Até mesmo os estudantes do ensino médio enfrentam perseguição por parte de colegas de classe e professores ao expressarem suas opiniões políticas. Laura Rose Cardona é um desses estudantes.

“Eu cresci em Williamsburg, Nova York, cidade repleta de jovens com diplomas universitários e empregos de alto nível, completamente liberal”, disse ela.

Ela era a única aluna conservadora em sua escola.

“Assim que eu me defini como conservadora e expressei minhas opiniões políticas, perdi todos os meus amigos em um piscar de olhos”, explicou.

“As pessoas ameaçavam passar por cima de mim basicamente todas as semanas. Felizmente, isso não aconteceu.”

Ela disse que inclusive alguns dos professores a chamavam de “estúpida [palavrão] republicana”.

Cardona agora estuda no King’s College, uma faculdade cristã de artes na cidade de Nova York. Ela é membro de uma organização juvenil que defende a liberdade de expressão nos campi.

Julian Zelizer, professor de História e Assuntos Públicos na Universidade de Princeton, ignora os comentários sobre a extinção da liberdade de expressão em universidades e colégios.

Segundo ele, o estado dos campi universitários é bastante bom.

“Minha intuição diz que esses que reclaman estão tomando alguns exemplos de protesto extravagantes e comportamentos grosseiros para pintar uma imagem imprecisa da maioria dos estudantes”, disse ele ao Atlantic.
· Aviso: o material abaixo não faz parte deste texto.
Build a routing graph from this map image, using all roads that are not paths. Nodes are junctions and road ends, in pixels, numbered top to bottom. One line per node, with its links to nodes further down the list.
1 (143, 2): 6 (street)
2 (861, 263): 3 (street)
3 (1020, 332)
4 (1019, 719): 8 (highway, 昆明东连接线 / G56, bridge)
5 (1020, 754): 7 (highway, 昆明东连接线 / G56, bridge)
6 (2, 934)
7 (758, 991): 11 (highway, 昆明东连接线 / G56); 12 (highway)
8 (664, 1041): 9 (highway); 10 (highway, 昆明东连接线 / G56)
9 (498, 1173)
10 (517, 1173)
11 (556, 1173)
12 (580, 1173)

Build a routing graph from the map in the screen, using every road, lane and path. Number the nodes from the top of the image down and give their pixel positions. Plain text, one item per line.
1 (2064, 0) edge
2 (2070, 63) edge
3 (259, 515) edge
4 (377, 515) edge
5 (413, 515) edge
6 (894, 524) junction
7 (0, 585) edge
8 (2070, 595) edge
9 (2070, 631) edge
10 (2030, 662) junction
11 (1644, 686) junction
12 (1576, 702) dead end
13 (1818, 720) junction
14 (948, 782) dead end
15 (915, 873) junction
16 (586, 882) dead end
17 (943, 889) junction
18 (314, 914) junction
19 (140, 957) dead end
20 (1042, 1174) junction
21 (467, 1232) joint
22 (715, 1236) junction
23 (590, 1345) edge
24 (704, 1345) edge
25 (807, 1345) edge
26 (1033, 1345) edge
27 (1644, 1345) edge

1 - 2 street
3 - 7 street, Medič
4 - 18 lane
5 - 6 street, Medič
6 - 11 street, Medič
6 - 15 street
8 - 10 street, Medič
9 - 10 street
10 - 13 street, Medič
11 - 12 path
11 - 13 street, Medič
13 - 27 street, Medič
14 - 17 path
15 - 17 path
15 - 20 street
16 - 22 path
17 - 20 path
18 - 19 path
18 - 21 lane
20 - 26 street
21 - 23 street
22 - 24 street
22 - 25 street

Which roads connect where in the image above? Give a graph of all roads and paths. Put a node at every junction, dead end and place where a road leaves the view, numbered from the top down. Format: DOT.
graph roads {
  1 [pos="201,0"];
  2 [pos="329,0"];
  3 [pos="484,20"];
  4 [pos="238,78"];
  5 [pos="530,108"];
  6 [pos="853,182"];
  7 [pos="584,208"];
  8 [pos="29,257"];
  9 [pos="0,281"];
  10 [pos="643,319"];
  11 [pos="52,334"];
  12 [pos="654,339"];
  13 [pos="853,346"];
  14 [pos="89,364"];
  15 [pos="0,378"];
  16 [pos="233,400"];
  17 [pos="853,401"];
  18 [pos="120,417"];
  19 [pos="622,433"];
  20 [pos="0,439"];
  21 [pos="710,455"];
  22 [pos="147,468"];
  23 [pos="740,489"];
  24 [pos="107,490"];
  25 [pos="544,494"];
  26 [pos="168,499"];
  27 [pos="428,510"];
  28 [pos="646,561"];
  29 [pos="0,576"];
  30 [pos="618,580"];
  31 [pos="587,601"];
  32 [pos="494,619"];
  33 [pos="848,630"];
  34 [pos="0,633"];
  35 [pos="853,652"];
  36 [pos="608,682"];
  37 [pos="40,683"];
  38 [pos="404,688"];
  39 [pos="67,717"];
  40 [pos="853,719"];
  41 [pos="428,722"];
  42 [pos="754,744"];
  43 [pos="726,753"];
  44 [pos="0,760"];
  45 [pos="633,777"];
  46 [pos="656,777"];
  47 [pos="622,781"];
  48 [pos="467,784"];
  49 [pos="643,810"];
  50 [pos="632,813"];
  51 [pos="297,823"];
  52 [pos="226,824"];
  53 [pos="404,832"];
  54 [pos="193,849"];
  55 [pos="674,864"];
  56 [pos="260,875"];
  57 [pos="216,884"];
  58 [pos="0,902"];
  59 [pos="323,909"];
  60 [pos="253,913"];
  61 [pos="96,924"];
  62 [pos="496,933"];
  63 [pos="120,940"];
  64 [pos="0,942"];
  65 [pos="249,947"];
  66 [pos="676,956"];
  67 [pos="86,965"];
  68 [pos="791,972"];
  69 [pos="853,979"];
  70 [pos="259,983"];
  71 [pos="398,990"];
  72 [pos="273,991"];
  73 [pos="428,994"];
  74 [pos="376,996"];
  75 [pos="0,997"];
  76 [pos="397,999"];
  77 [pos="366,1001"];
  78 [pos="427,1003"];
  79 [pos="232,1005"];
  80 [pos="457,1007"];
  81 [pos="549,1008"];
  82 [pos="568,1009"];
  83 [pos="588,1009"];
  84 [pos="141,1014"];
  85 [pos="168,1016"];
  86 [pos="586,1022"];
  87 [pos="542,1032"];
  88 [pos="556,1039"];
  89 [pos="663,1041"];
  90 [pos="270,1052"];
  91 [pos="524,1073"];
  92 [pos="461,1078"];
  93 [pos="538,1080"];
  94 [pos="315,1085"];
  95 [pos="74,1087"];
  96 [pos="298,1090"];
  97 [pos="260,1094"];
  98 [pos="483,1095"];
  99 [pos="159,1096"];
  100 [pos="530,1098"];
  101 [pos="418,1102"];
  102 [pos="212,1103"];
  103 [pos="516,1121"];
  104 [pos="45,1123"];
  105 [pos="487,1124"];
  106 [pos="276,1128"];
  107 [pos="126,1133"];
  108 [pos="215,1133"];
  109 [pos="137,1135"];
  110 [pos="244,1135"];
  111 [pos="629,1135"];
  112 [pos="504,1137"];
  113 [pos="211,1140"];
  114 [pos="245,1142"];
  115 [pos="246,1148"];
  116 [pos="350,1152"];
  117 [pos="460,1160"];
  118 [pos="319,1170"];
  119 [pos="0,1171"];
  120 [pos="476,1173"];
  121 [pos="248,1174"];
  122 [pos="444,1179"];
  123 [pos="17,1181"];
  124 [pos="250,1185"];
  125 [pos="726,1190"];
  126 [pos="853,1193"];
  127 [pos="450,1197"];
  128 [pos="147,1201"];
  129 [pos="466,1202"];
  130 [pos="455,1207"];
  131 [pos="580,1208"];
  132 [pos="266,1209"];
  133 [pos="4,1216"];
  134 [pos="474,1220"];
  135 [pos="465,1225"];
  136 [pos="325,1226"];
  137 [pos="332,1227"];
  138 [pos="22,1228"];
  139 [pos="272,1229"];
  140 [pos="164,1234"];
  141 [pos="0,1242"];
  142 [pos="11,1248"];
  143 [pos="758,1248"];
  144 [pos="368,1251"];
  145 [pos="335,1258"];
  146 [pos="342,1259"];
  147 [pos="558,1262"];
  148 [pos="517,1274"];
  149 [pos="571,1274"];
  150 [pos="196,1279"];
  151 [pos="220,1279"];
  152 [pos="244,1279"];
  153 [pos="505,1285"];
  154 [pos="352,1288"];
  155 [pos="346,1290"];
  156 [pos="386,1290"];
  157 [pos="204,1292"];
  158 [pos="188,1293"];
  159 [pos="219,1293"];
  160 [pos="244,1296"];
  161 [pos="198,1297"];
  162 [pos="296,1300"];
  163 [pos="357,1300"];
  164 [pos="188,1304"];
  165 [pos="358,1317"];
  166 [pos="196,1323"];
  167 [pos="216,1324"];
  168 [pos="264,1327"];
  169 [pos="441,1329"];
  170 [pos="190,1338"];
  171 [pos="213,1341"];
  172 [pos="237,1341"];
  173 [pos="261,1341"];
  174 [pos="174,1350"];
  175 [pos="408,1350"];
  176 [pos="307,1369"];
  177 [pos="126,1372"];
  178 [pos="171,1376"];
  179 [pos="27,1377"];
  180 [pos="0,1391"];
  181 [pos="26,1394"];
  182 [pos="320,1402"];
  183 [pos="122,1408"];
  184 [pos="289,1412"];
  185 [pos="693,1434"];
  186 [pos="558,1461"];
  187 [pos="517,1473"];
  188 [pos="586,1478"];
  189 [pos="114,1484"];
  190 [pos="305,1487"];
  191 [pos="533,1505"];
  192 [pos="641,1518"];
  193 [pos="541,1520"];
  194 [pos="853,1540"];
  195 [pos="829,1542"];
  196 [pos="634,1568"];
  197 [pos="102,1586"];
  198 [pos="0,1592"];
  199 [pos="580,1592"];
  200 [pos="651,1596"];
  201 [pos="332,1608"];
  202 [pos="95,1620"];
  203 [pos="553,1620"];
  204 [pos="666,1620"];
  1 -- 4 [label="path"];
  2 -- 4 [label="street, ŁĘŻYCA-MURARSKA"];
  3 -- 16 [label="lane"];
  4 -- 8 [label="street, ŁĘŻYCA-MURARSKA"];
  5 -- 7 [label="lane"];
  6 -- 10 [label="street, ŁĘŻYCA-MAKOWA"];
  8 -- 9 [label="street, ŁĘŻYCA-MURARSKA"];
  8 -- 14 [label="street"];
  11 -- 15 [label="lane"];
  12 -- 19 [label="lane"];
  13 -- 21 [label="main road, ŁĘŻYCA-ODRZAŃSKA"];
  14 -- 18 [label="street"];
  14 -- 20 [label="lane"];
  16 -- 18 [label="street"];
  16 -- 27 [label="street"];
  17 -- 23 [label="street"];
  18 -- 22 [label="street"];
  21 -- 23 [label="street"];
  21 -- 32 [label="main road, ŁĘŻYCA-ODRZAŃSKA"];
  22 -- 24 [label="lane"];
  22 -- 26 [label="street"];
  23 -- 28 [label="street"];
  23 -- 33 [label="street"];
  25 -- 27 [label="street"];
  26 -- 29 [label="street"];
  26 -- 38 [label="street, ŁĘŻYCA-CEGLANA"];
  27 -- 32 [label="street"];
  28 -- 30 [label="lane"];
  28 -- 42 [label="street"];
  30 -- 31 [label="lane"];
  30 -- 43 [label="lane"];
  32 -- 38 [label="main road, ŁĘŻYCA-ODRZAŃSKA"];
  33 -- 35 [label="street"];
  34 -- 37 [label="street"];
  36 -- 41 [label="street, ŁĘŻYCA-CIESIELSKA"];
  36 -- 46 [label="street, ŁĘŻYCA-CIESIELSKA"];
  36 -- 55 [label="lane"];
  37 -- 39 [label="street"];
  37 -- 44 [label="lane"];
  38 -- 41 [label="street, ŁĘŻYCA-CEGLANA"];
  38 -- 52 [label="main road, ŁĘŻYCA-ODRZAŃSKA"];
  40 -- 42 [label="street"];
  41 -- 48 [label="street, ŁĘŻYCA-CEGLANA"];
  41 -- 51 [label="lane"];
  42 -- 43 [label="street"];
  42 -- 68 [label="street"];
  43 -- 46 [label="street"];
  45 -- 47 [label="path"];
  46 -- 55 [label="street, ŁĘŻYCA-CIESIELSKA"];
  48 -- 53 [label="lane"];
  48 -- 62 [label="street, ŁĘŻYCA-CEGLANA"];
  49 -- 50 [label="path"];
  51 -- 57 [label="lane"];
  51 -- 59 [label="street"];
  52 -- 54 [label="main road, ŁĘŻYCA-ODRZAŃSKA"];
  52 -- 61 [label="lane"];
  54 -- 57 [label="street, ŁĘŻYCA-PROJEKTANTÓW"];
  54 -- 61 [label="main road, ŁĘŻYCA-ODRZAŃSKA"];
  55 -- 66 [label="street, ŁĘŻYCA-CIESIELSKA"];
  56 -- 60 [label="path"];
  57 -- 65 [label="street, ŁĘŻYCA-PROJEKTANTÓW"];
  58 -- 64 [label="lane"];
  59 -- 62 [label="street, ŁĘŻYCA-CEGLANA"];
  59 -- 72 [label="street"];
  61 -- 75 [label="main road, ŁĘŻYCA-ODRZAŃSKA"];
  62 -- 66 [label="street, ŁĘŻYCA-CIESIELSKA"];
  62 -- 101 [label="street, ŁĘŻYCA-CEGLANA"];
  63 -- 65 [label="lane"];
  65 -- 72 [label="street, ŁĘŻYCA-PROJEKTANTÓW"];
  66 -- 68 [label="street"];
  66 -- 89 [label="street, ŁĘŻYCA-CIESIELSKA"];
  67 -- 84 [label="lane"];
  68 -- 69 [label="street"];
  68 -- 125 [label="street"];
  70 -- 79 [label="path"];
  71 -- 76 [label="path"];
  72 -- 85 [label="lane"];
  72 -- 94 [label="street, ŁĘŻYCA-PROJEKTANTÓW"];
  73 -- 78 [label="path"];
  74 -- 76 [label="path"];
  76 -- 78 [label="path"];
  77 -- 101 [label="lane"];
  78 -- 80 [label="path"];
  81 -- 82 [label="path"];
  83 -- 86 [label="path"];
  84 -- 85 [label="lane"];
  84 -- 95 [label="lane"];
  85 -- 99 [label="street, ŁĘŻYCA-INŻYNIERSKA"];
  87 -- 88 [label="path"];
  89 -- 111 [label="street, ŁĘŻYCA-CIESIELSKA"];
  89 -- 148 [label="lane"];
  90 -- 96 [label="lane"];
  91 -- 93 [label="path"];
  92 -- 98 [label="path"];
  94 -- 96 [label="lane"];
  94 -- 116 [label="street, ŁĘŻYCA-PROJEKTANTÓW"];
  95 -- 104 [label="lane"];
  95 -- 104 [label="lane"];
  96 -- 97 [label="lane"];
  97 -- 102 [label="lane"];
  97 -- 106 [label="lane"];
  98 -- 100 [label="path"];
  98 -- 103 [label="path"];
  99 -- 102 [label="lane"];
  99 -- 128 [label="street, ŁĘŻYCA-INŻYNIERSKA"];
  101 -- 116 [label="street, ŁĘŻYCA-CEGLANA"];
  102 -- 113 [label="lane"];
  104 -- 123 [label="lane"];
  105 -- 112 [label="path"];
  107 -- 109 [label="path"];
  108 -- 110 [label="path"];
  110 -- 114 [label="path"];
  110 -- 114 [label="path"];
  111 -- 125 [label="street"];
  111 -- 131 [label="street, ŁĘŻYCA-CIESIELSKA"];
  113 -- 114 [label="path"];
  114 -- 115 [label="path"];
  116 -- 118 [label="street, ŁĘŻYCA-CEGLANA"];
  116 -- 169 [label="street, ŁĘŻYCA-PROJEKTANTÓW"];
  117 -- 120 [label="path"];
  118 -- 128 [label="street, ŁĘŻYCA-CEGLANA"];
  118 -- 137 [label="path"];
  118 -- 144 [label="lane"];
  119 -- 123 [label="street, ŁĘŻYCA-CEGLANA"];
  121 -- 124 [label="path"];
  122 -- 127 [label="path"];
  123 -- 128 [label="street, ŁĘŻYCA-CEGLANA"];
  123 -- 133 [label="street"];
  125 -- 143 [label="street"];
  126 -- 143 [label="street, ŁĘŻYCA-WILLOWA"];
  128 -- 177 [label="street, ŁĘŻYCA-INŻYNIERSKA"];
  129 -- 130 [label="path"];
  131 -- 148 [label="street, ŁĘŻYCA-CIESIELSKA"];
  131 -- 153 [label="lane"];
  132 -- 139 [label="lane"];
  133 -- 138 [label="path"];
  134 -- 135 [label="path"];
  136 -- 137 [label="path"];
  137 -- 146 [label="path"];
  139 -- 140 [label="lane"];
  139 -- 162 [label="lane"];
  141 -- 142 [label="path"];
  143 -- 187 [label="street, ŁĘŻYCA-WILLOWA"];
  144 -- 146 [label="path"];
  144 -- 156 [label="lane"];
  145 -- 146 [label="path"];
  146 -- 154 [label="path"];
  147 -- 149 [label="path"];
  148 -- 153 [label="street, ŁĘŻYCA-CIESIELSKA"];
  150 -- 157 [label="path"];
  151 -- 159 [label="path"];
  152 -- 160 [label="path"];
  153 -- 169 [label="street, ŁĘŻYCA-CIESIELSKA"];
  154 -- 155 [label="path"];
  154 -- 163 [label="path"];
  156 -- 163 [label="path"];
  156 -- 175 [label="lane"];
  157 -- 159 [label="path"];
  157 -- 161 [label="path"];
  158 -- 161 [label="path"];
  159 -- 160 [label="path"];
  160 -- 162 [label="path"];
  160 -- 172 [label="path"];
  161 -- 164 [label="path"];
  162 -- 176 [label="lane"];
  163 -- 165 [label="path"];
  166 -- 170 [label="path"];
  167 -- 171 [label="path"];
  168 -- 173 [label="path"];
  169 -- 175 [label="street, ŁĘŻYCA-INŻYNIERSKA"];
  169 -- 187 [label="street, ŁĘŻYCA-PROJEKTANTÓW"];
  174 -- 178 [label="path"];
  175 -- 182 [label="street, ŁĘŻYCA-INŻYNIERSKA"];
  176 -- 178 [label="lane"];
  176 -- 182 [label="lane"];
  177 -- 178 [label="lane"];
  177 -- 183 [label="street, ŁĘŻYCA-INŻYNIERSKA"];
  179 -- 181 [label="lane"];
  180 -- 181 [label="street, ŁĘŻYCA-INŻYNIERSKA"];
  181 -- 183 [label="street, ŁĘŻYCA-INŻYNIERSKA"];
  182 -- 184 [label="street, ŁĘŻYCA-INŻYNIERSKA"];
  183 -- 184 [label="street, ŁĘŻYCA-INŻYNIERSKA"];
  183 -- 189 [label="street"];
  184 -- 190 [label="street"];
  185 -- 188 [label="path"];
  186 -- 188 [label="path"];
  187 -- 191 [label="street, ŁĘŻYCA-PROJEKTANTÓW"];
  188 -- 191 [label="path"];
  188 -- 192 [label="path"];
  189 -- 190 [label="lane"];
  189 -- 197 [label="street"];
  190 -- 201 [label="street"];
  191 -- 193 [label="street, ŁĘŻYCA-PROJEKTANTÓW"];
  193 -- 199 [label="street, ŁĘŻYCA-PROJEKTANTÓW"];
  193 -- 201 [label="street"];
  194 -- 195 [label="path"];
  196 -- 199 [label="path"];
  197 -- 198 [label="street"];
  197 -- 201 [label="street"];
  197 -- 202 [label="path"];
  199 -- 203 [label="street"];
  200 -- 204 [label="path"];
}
No entanto, Stanley Kurtz, membro do Centro de Ética e Políticas Públicas, considera um erro considerar aqueles que gritam contra oradores como incidentes isolados.

O fracasso das escolas em disciplinar os disruptivos agrava a crise nos campi, escreveu ele em um artigo na National Review.

“A menos que educadores e legisladores abordem a necessidade de disciplinar aqueles que gritam com palestrantes, as invasões na sala de aula e coisas do gênero, os campi permanecerão fora de controle”, advertiu.